- [Input records]
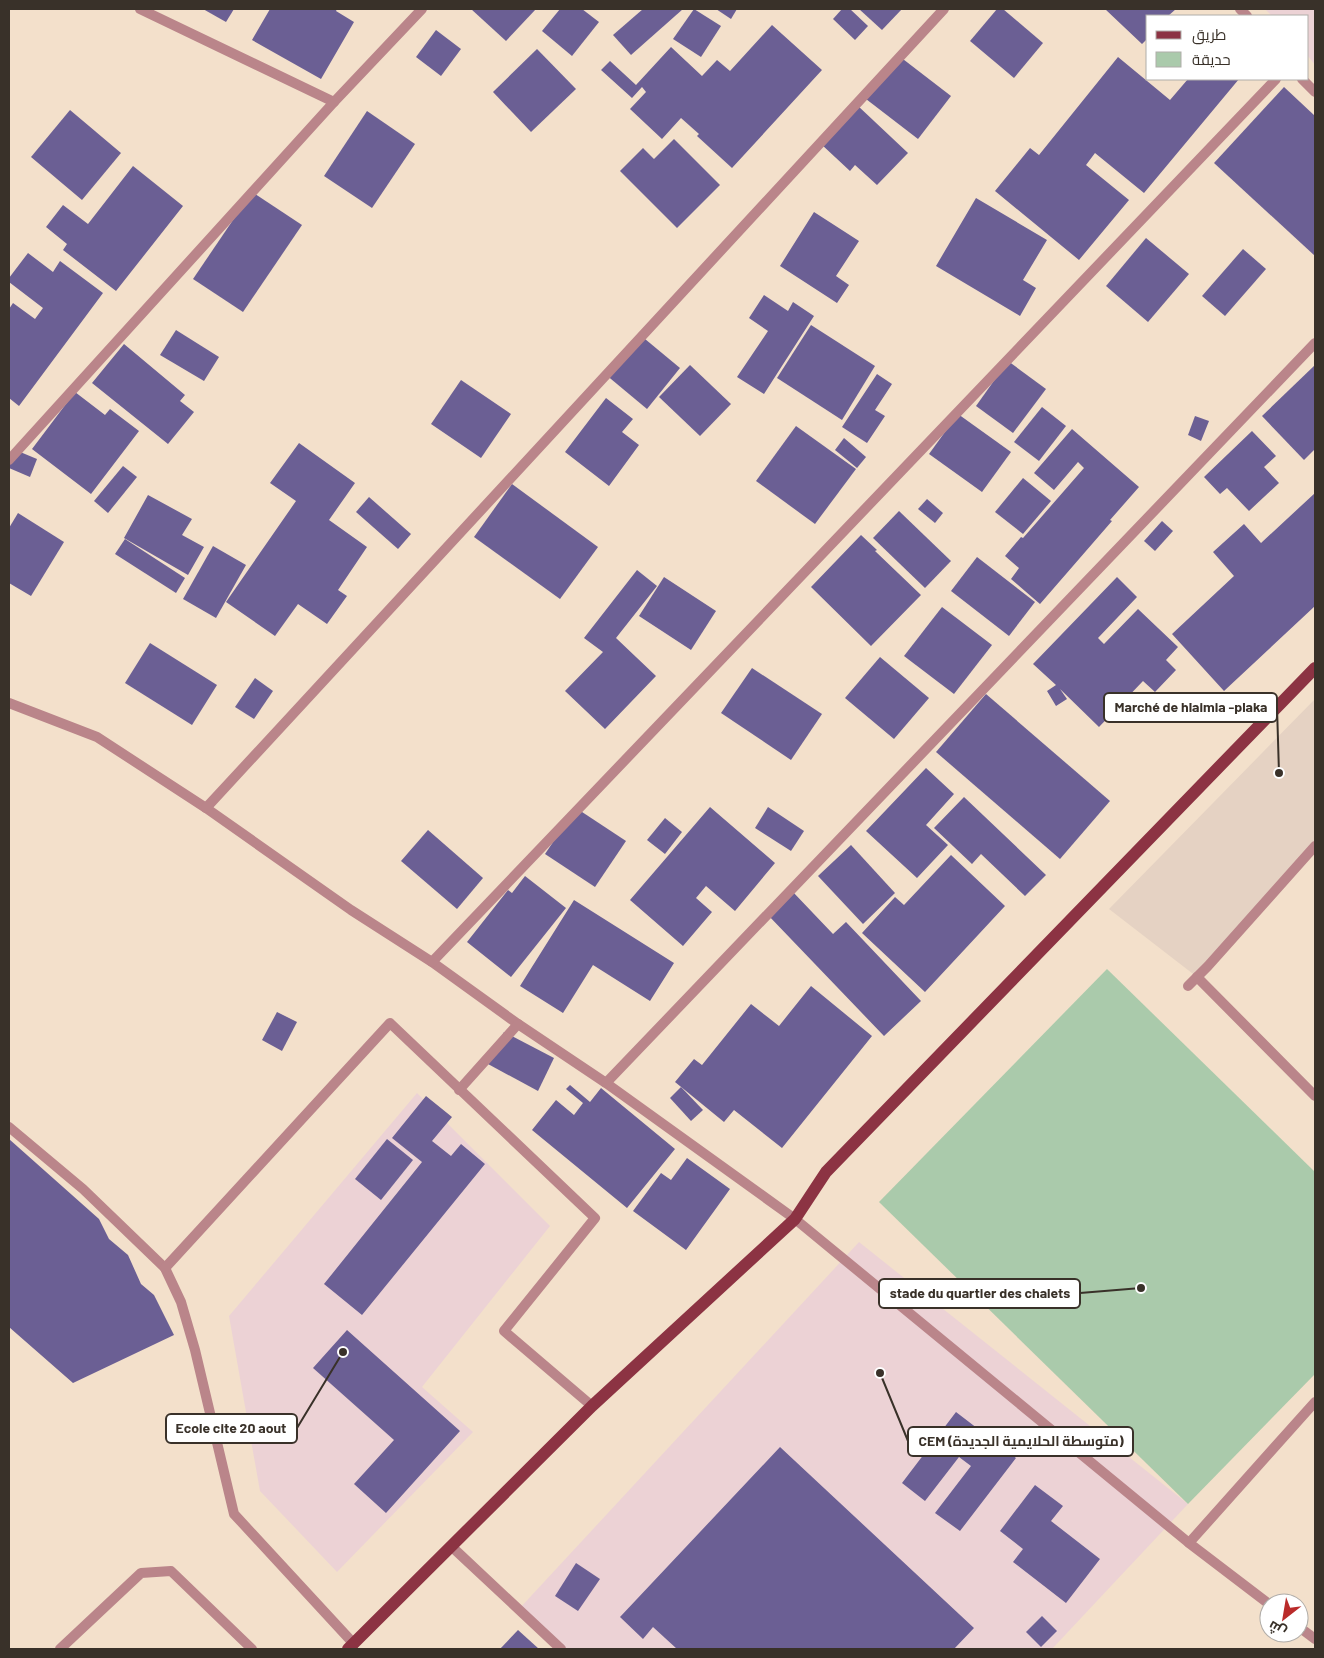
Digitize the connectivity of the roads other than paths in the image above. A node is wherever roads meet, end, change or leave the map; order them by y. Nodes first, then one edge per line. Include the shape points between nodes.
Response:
1 (140, 9) edge
2 (422, 9) edge
3 (944, 9) edge
4 (1275, 80) edge
5 (1303, 80) edge
6 (1315, 92) edge
7 (334, 102) junction
8 (1315, 343) edge
9 (9, 460) edge
10 (1315, 668) edge
11 (9, 703) edge
12 (206, 808) junction
13 (1315, 846) edge
14 (432, 962) junction
15 (1197, 977) junction
16 (1188, 986) dead end
17 (518, 1024) junction
18 (606, 1083) junction
19 (459, 1090) junction
20 (1315, 1096) edge
21 (9, 1127) edge
22 (795, 1219) junction
23 (165, 1268) junction
24 (1315, 1402) edge
25 (592, 1406) junction
26 (1189, 1543) junction
27 (451, 1546) junction
28 (1259, 1596) edge
29 (351, 1646) edge
30 (60, 1649) edge
31 (252, 1649) edge
32 (561, 1649) edge

1 - 7 street
2 - 7 street
3 - 12 street
4 - 14 street
5 - 6 street
7 - 9 street
8 - 18 street
10 - 22 main road via 826,1172
11 - 12 street via 97,737
12 - 14 street via 351,910
13 - 15 street
14 - 17 street
15 - 16 street
15 - 20 street
17 - 18 street
17 - 19 street
18 - 22 street
19 - 23 street via 390,1023
19 - 25 street via 596,1218 504,1330
21 - 23 street via 83,1189
22 - 25 main road
22 - 26 street
23 - 29 street via 181,1302 195,1350 234,1514
24 - 26 street
25 - 27 main road
26 - 28 street
27 - 29 main road
27 - 32 street
30 - 31 street via 141,1573 171,1571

- [Task description] Retype every entry above exactly and, please, skip the pictures.

- [Worked solution]
Digitize the connectivity of the roads other than paths in the image above. A node is wherever roads meet, end, change or leave the map; order them by y. Nodes first, then one edge per line. Include the shape points between nodes.
Response:
1 (140, 9) edge
2 (422, 9) edge
3 (944, 9) edge
4 (1275, 80) edge
5 (1303, 80) edge
6 (1315, 92) edge
7 (334, 102) junction
8 (1315, 343) edge
9 (9, 460) edge
10 (1315, 668) edge
11 (9, 703) edge
12 (206, 808) junction
13 (1315, 846) edge
14 (432, 962) junction
15 (1197, 977) junction
16 (1188, 986) dead end
17 (518, 1024) junction
18 (606, 1083) junction
19 (459, 1090) junction
20 (1315, 1096) edge
21 (9, 1127) edge
22 (795, 1219) junction
23 (165, 1268) junction
24 (1315, 1402) edge
25 (592, 1406) junction
26 (1189, 1543) junction
27 (451, 1546) junction
28 (1259, 1596) edge
29 (351, 1646) edge
30 (60, 1649) edge
31 (252, 1649) edge
32 (561, 1649) edge

1 - 7 street
2 - 7 street
3 - 12 street
4 - 14 street
5 - 6 street
7 - 9 street
8 - 18 street
10 - 22 main road via 826,1172
11 - 12 street via 97,737
12 - 14 street via 351,910
13 - 15 street
14 - 17 street
15 - 16 street
15 - 20 street
17 - 18 street
17 - 19 street
18 - 22 street
19 - 23 street via 390,1023
19 - 25 street via 596,1218 504,1330
21 - 23 street via 83,1189
22 - 25 main road
22 - 26 street
23 - 29 street via 181,1302 195,1350 234,1514
24 - 26 street
25 - 27 main road
26 - 28 street
27 - 29 main road
27 - 32 street
30 - 31 street via 141,1573 171,1571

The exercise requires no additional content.